● **Dataset records**
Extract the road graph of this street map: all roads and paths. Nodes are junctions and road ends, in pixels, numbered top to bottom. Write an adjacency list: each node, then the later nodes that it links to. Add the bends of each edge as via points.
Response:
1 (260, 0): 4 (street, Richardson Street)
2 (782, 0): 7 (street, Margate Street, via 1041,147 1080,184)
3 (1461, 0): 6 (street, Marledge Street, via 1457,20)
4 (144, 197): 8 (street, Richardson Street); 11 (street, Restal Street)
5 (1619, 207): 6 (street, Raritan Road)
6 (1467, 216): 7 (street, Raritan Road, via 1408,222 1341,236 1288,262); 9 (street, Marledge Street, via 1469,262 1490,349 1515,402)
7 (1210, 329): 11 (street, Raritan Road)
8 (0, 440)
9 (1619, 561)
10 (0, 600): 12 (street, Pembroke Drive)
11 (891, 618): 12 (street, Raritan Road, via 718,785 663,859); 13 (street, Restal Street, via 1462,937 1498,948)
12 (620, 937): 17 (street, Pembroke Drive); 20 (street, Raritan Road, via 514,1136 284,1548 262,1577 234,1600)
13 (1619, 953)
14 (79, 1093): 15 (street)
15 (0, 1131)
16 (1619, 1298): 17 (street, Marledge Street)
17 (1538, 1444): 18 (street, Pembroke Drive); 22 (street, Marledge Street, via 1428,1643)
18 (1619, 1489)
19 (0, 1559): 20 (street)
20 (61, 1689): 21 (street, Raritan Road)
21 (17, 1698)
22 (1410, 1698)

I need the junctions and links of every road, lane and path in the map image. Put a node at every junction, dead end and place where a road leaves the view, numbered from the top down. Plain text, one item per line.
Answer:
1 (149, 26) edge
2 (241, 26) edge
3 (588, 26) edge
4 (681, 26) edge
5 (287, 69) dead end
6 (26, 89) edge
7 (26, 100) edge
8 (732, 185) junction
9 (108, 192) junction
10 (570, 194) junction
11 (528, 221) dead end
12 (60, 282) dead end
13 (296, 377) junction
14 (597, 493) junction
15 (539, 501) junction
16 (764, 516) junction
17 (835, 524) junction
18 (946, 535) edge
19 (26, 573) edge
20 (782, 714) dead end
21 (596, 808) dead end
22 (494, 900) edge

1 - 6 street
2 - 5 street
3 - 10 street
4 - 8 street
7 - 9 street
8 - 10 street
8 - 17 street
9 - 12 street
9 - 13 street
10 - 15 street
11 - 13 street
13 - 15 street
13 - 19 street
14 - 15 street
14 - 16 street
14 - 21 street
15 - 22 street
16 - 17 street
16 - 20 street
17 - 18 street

● **Work item**
Beginning at the first line of the records, give again each line exactly as written, ending with the line that contains "I need the junctions".

● **Task response**
Extract the road graph of this street map: all roads and paths. Nodes are junctions and road ends, in pixels, numbered top to bottom. Write an adjacency list: each node, then the later nodes that it links to. Add the bends of each edge as via points.
Response:
1 (260, 0): 4 (street, Richardson Street)
2 (782, 0): 7 (street, Margate Street, via 1041,147 1080,184)
3 (1461, 0): 6 (street, Marledge Street, via 1457,20)
4 (144, 197): 8 (street, Richardson Street); 11 (street, Restal Street)
5 (1619, 207): 6 (street, Raritan Road)
6 (1467, 216): 7 (street, Raritan Road, via 1408,222 1341,236 1288,262); 9 (street, Marledge Street, via 1469,262 1490,349 1515,402)
7 (1210, 329): 11 (street, Raritan Road)
8 (0, 440)
9 (1619, 561)
10 (0, 600): 12 (street, Pembroke Drive)
11 (891, 618): 12 (street, Raritan Road, via 718,785 663,859); 13 (street, Restal Street, via 1462,937 1498,948)
12 (620, 937): 17 (street, Pembroke Drive); 20 (street, Raritan Road, via 514,1136 284,1548 262,1577 234,1600)
13 (1619, 953)
14 (79, 1093): 15 (street)
15 (0, 1131)
16 (1619, 1298): 17 (street, Marledge Street)
17 (1538, 1444): 18 (street, Pembroke Drive); 22 (street, Marledge Street, via 1428,1643)
18 (1619, 1489)
19 (0, 1559): 20 (street)
20 (61, 1689): 21 (street, Raritan Road)
21 (17, 1698)
22 (1410, 1698)

I need the junctions and links of every road, lane and path in the map image. Put a node at every junction, dead end and place where a road leaves the view, numbered from the top down. Plain text, one item per line.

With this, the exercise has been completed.